HONOLULU (HawaiiNewsNow) - Hawaii News Now has discovered a potential problem with the state's new vehicle safety sticker program. A Kalihi mechanic worried that if he can easily wipe numbers off the sticker decals, crooks can as well.
Last November, the state began a new vehicle safety inspection program, with mechanics and gas stations using iPads and computer technology to replace the old, paper-based system.
The safety check decals changed, too.
They are now printed in black ink onto a white label at each gas station. The state is no longer using pre-printed decals that had different colors for each year.
The new safety check decals show the vehicle identification number, known as the VIN. That concerns longtime Oahu mechanic George Nitta, owner of Nitta's Auto Repair in Kalihi.
Nitta is worried car thieves can use the VIN to have a locksmith make a second set of keys.
"That is the modern way to steal cars. Get the VIN number, go to a key guy, he makes a key. Come back. You got your car," Nitta said.
So he said he easily erases the VIN numbers from the new safety check stickers of his customers by wiping them with rubbing alcohol.
At Hawaii News Now's video camera rolled, it took him just about seven seconds to wipe off the VIN number from another sticker using nail polish remover, a product that's easily bought at your corner drug store or market.
"Just a couple of rubs and it's gone," Nitta said. "The problem is you can make illegal stickers."
Nitta said people can easily alter the dates of their safety check decals by erasing a number and using a black permanent marker.

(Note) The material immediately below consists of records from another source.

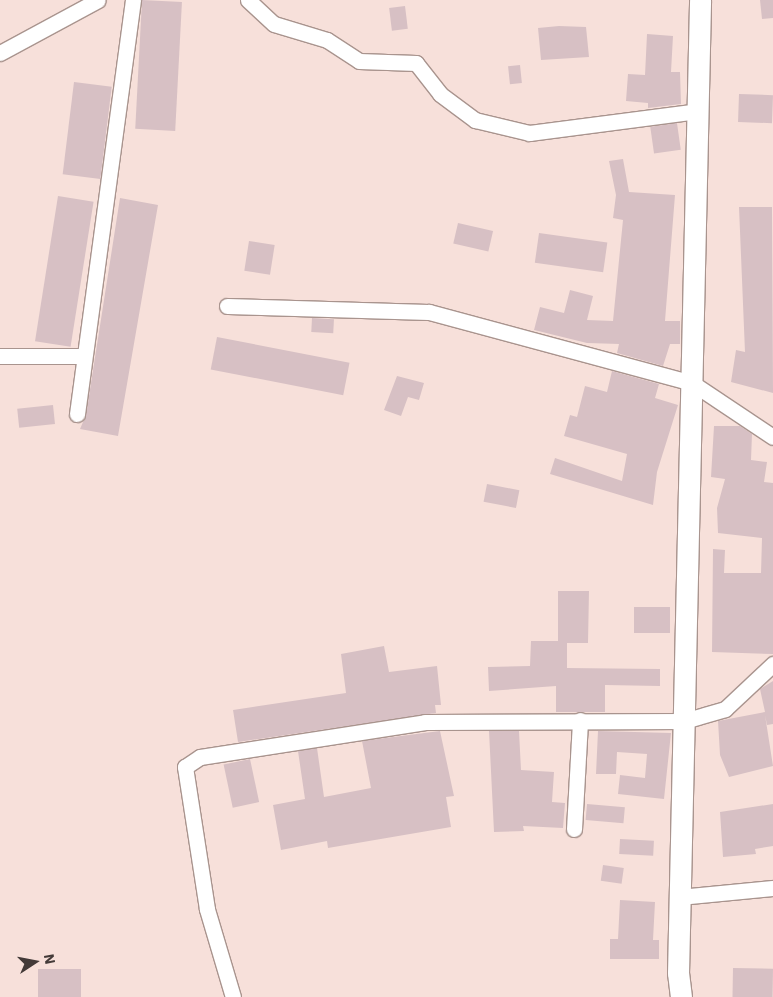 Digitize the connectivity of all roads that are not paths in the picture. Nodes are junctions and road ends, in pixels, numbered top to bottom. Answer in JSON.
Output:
{"nodes":[{"id":1,"x":98,"y":0,"type":"edge"},
{"id":2,"x":133,"y":0,"type":"edge"},
{"id":3,"x":248,"y":0,"type":"edge"},
{"id":4,"x":700,"y":0,"type":"edge"},
{"id":5,"x":0,"y":53,"type":"edge"},
{"id":6,"x":698,"y":111,"type":"junction"},
{"id":7,"x":227,"y":306,"type":"dead end"},
{"id":8,"x":0,"y":356,"type":"edge"},
{"id":9,"x":83,"y":356,"type":"junction"},
{"id":10,"x":692,"y":383,"type":"junction"},
{"id":11,"x":77,"y":414,"type":"dead end"},
{"id":12,"x":773,"y":437,"type":"edge"},
{"id":13,"x":773,"y":664,"type":"edge"},
{"id":14,"x":580,"y":720,"type":"junction"},
{"id":15,"x":684,"y":721,"type":"junction"},
{"id":16,"x":574,"y":829,"type":"dead end"},
{"id":17,"x":773,"y":888,"type":"edge"},
{"id":18,"x":679,"y":897,"type":"junction"},
{"id":19,"x":678,"y":973,"type":"junction"},
{"id":20,"x":234,"y":997,"type":"edge"},
{"id":21,"x":672,"y":997,"type":"edge"},
{"id":22,"x":681,"y":997,"type":"edge"}],
"edges":[{"from":1,"to":5,"type":"street"},
{"from":2,"to":9,"type":"street"},
{"from":3,"to":6,"type":"street"},
{"from":4,"to":6,"type":"street"},
{"from":6,"to":10,"type":"street"},
{"from":7,"to":10,"type":"street"},
{"from":8,"to":9,"type":"street"},
{"from":9,"to":11,"type":"street"},
{"from":10,"to":12,"type":"street"},
{"from":10,"to":15,"type":"street"},
{"from":13,"to":15,"type":"street"},
{"from":14,"to":15,"type":"street"},
{"from":14,"to":16,"type":"street"},
{"from":14,"to":20,"type":"street"},
{"from":15,"to":18,"type":"street"},
{"from":17,"to":18,"type":"street"},
{"from":18,"to":19,"type":"street"},
{"from":19,"to":21,"type":"street"},
{"from":19,"to":22,"type":"street"}]} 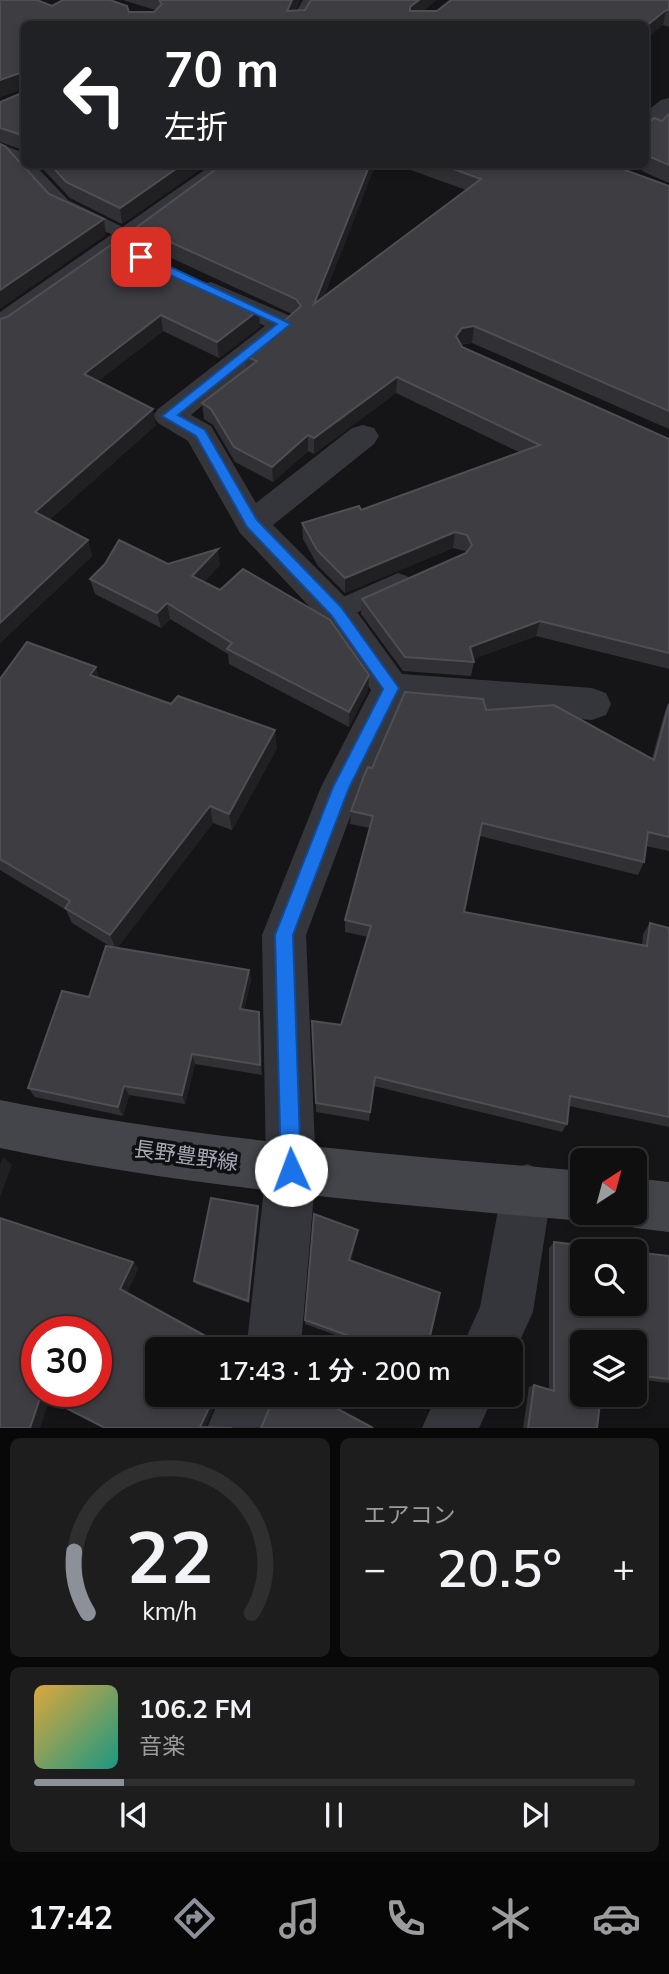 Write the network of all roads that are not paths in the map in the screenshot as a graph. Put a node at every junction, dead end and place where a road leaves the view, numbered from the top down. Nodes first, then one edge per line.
1 (311, 0) edge
2 (298, 21) edge
3 (669, 105) edge
4 (649, 122) edge
5 (0, 149) edge
6 (21, 161) edge
7 (27, 168) edge
8 (225, 168) edge
9 (130, 246) junction
10 (189, 279) edge
11 (0, 326) edge
12 (363, 436) dead end
13 (252, 524) junction
14 (419, 574) edge
15 (336, 611) junction
16 (391, 688) junction
17 (592, 704) dead end
18 (0, 1124) edge
19 (291, 1170) junction
20 (527, 1189) junction
21 (570, 1194) edge
22 (648, 1205) edge
23 (669, 1207) edge
24 (274, 1337) edge
25 (494, 1337) edge
26 (244, 1407) edge
27 (460, 1407) edge
28 (235, 1428) edge
29 (450, 1428) edge

1 - 2 lane
3 - 4 street
5 - 6 lane
7 - 9 lane
8 - 9 street
9 - 11 street
10 - 13 street
12 - 13 street
13 - 15 street
14 - 15 lane
15 - 16 street
16 - 17 street
16 - 19 street
18 - 19 main road, 長野豊野線
19 - 20 main road, 長野豊野線
19 - 24 street
20 - 21 main road, 長野豊野線
20 - 25 street
22 - 23 main road
26 - 28 street
27 - 29 street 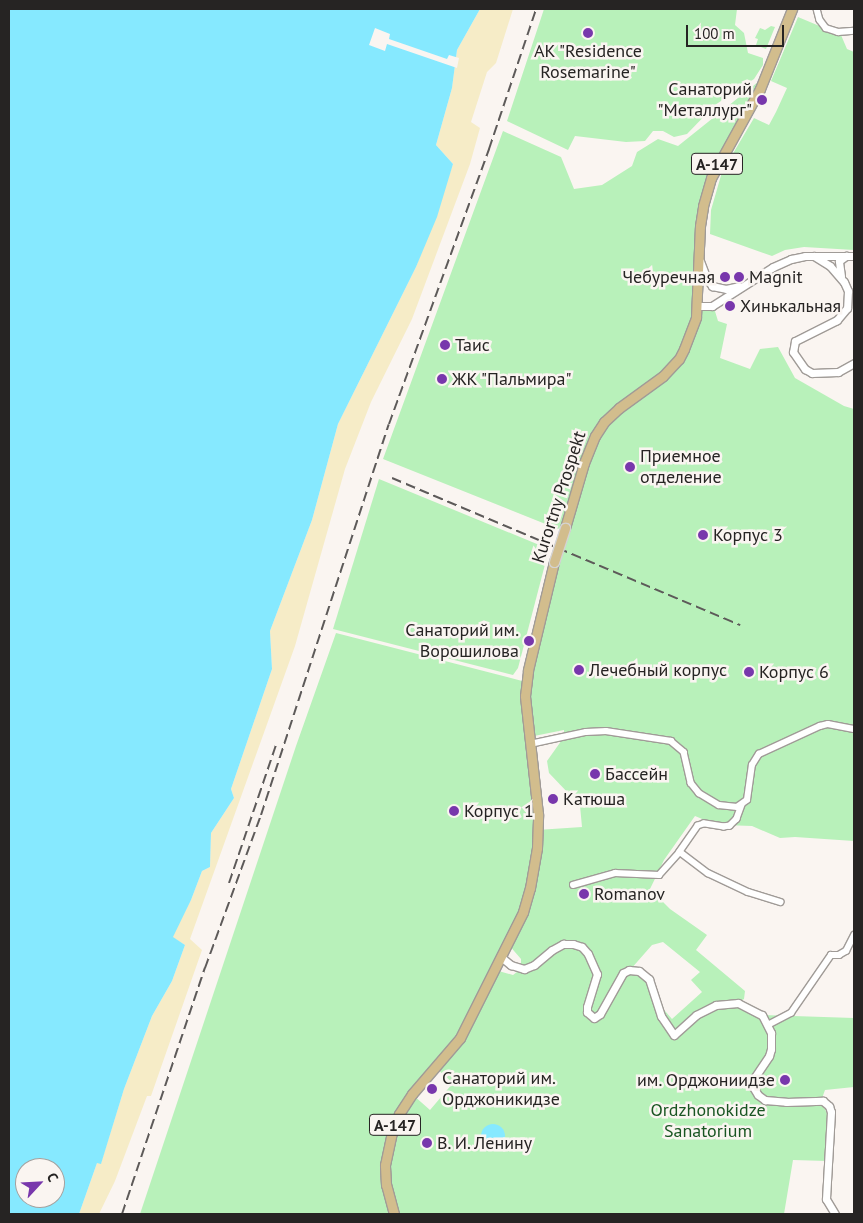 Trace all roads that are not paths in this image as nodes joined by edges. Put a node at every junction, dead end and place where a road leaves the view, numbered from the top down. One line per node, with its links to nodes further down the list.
1 (792, 9): 7 (main road, Kurortny Prospekt / А-147)
2 (817, 9): 3 (street)
3 (854, 30)
4 (814, 256): 5 (street); 8 (street); 9 (street)
5 (846, 256): 6 (street); 8 (street)
6 (854, 256)
7 (700, 261): 9 (street); 10 (main road, Kurortny Prospekt / А-147)
8 (841, 279): 11 (street)
9 (745, 285): 10 (street)
10 (698, 306): 13 (main road, Kurortny Prospekt / А-147, bridge)
11 (854, 362)
12 (854, 729): 14 (street)
13 (530, 744): 14 (street); 19 (main road, Kurortny Prospekt / А-147)
14 (742, 805): 15 (street)
15 (680, 852): 16 (street); 17 (street)
16 (573, 885)
17 (780, 902)
18 (854, 935): 20 (street)
19 (502, 957): 20 (street); 21 (main road, Kurortny Prospekt / А-147)
20 (768, 1025): 22 (street)
21 (394, 1214)
22 (835, 1214)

In just a few seconds, a sample sticker wipes clean with a cotton ball soaked in nail polish remover.
"Because you can erase it and change the date, change everything. So what good is it?" Nitta asked.

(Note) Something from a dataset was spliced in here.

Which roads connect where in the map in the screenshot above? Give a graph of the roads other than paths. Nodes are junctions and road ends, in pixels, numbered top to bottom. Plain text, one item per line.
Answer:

The winning bidder for the safety check contract, a company called Parsons Environment and Infrastructure group, submitted test results to the state that showed the decals did not change when washed with a cotton swab and 12 compounds including "mild detergents" such as Windex window cleaning solution or 409 spray cleaner.
But the tests did not include acetone-based cleaners such as nail polish remover.
Hawaii News Now tried its own cotton-swab test and as soon as we started rubbing the decal with nail polish remover on a cotton swab, the black printing blurred and starting washing away. Within 20 seconds, the decal wiped clean.
State Department of Transportation spokeswoman Caroline Sluyter released a statement that said the wanted a safety check sticker that would "... stand up to the elements and normal wear and tear of vehicle use and washing for three years. It has good durability under these conditions."
Sluyter said the state is always concerned about fraud and that's why the new stickers now have both the vehicle's license plate number and VIN printed on them to help deter theft and make it difficult for car thieves to use the stickers on a different vehicle.
"At the same time, the cost of the sticker was taken into consideration to keep the safety check program at a reasonable price," Sluyter said.
Parsons was the low bidder, getting paid $1.69 for each safety check inspection. The next lowest bidder, Worldwide Environmental, bid $1.85 for each safety check.
Under Parson's contract, the state DOT is paid $1.70 for each inspection and the mechanic or auto shop is paid approximately $15.80.
Sluyter said besides Hawaii News Now's call, the state received one other complaint from someone who said they used brake fluid on their sticker and it removed some of the number.
"It was designed to hold up under normal vehicle washing and wear and tear," Sluyter said.
About 900,000 inspections are conducted at about 566 gas stations and auto shops across the state. That's roughly 27 fewer mechanics performing safety checks this year compared to last year, state officials said.